Good Kid, M.A.A.D City

2012 (Aftermath Entertainment) | conscious hip-hop

Californiano, già con i discreti Black Hippy, Kendrick Lamar è tra i più veraci talenti hip-hop saliti definitivamente alla ribalta in questo 2012. Lamar è un venticinquenne di Compton, città a cui è da sempre molto legato. E’ un ragazzo timido ma che sa bene il fatto suo, e la sua musica risente fortemente di questa sua profonda interiorità, di questo suo continuo navigare negli abissi del ghetto, ponendosi sempre al di là degli spartiti e delle battute attraverso rime pungenti e tutt’altro che circostanziali. L’amore per il jazz e la profonda passione per certo soul di inizio millennio, su tutti D’Angelo, ma anche Nas e la prima vasta corrente conscious fortificatasi ampiamente nella città degli angeli verso la metà dei Novanta, aggiungono tanto a una mescola mai invasiva, curata chirurgicamente nei minimi dettagli e ricca di intuizioni poetiche.

Anima, innanzitutto. Cuore e anima. E’ lì che punta Lamar, centrando tra l’altro quasi sempre l’obiettivo. I suoi pezzi trasudano disincanto, cattiveria, ostinazione, amore per le cose belle e dura condanna per le cose brutte. Kendrick canta di bande allo sbaraglio e di santi in cui continuare a credere. Cita George Foreman  (“The  Art of Peer Pressure”), ammette di essere un gran peccatore desideroso che i suoi sentimenti restino comunque intatti, rivolgendosi spesso con ardita irriverenza alla propria cagna (“Bitch Don't Kill My Vibe”). Lamar ottiene i suoi risultati senza mai alzare il tiro. Resta lì, sospeso tra campionamenti chic e andature sbilenche, sfumature jazzy e atmosfere vagamente sobrie quasi a voler comprimere le proprie ossessioni.

I dodici minuti della cinematografica “Sing About Me, I'm Dying of Thirst” lasciano il segno, scorrono via con sarcastico candore. Sullo sfondo prende forma la preoccupazione di un nigga in procinto di morire e la volontà di esser cantato anche dopo la morte. A chiudere il cerchio in questa triste storia, è la preghiera di un pastore recitata in coro dai fratelli di quartiere. La successiva “Real” con l’ottima Anna Mise in ritornello gode della medesima pacatezza. L’amico Dr. Dre guida il ragazzo nel trascinante incipit della conclusiva “Compton”, omaggio incondizionato alla città natale di Lamar, tra reminiscenze soulful e morbidi stacchetti in voce vocoder.

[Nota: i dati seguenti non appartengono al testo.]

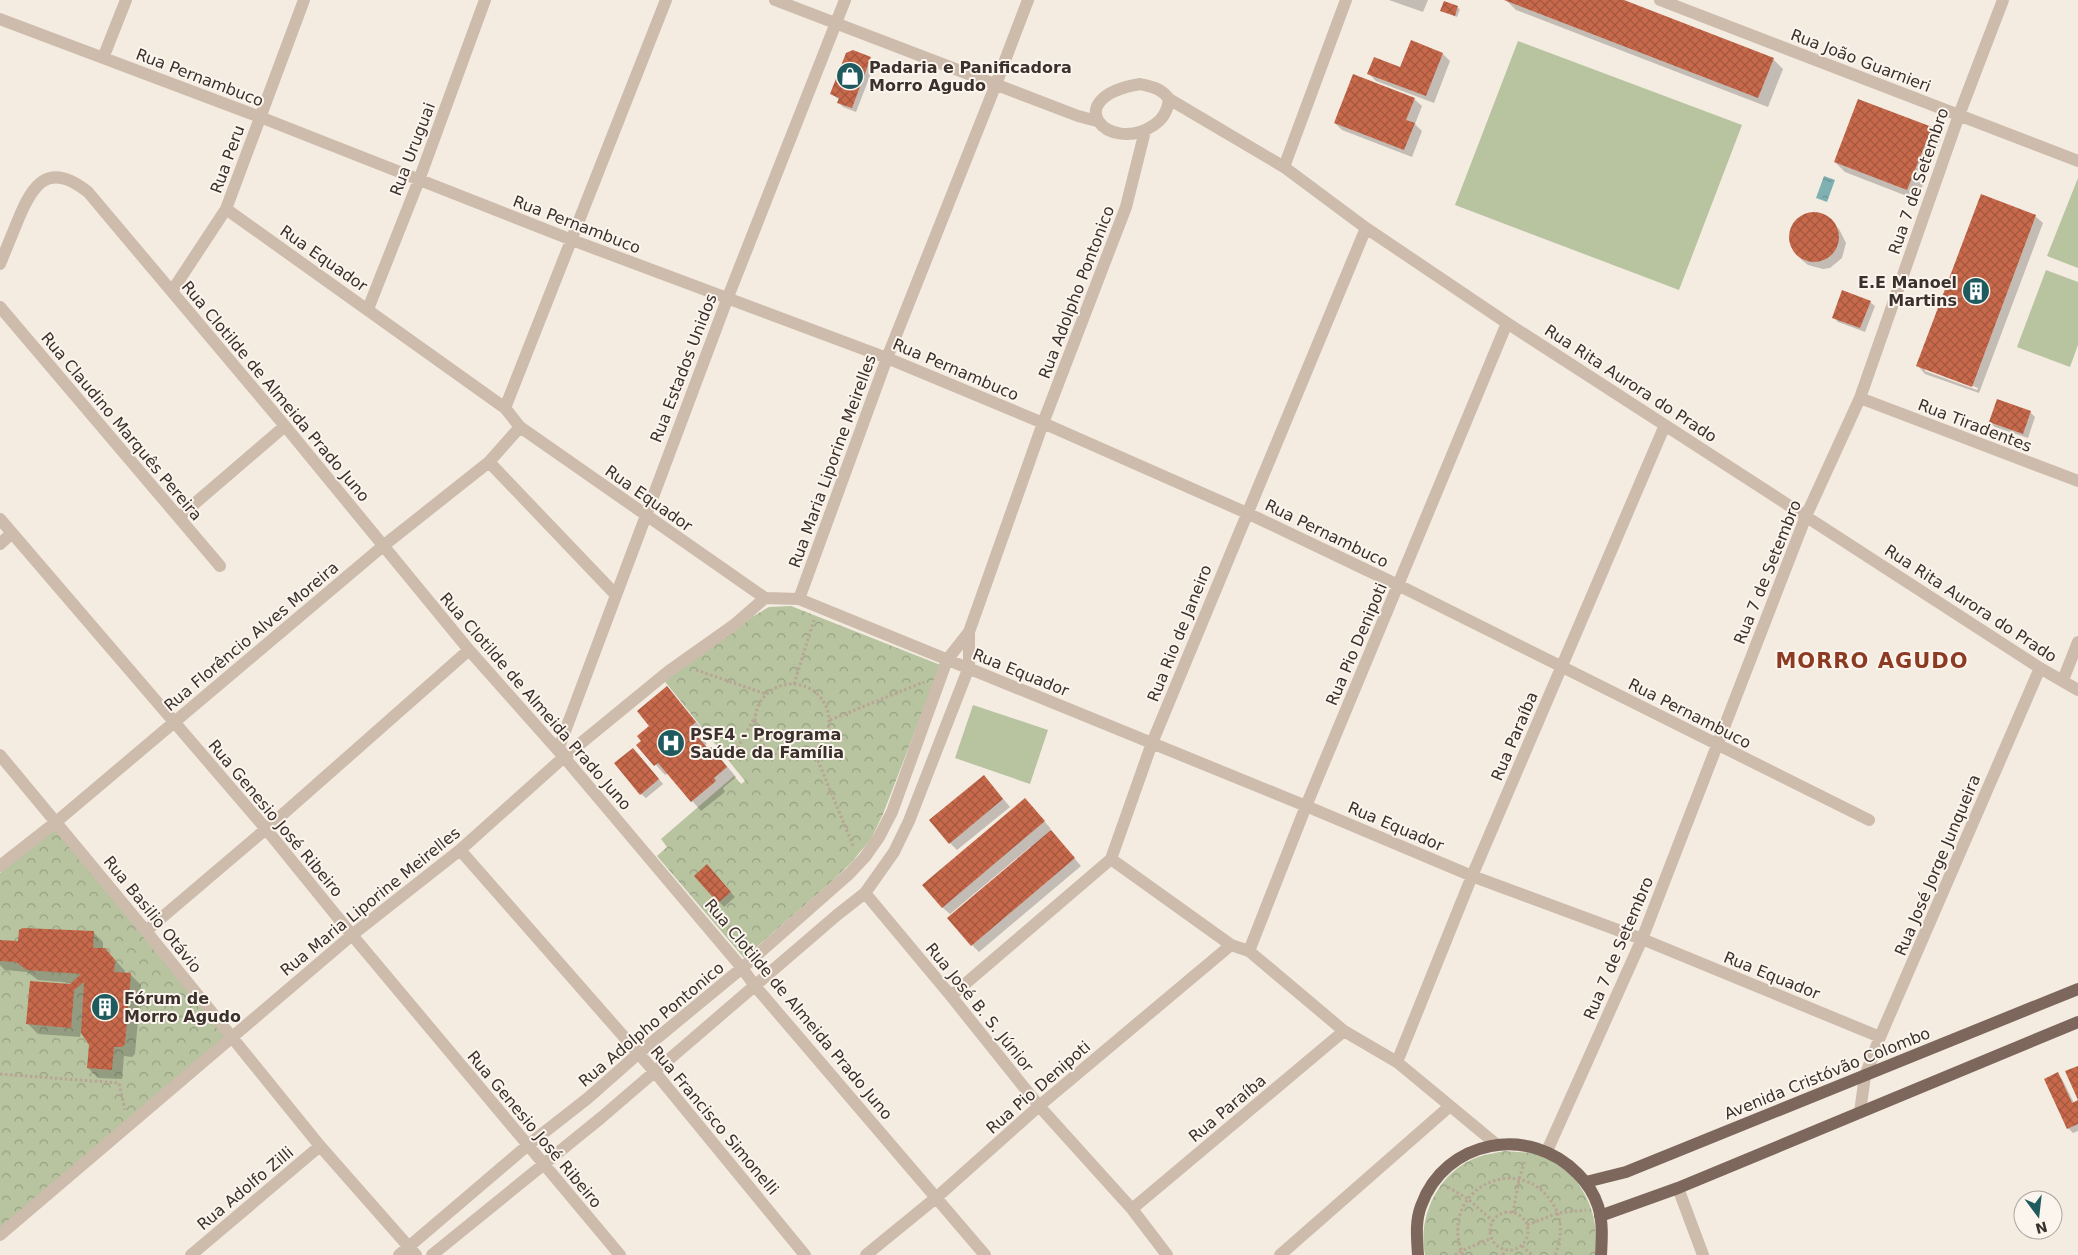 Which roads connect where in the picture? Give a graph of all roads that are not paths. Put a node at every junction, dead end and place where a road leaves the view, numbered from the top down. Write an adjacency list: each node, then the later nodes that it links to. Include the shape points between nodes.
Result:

“Good Kid, M.A.A.D City” (da muro “good kid, m.A.A.d city”) è uno dei pochi veri manifesti conscious apparsi nell’ultimo lustro. Un lavoro sottile e acuto, che riesce ad essere anche stiloso e penetrante, nel solco della più vegeta tradizione hip-hop losangelina.

(14/12/2012)

  • Tracklist

1. Sherane a.k.a Master Splinter’s Daughter

2. Bitch, Don’t Kill My Vibe

3. Backseat Freestyle

4. The Art Of Peer Pressure

5. Money Trees f. Jay Rock

6. Poetic Justice f. Drake

7. good kid

8. m.A.A.d city f. MC Eiht

9. Swimming Pools (Drank) (Extended Version)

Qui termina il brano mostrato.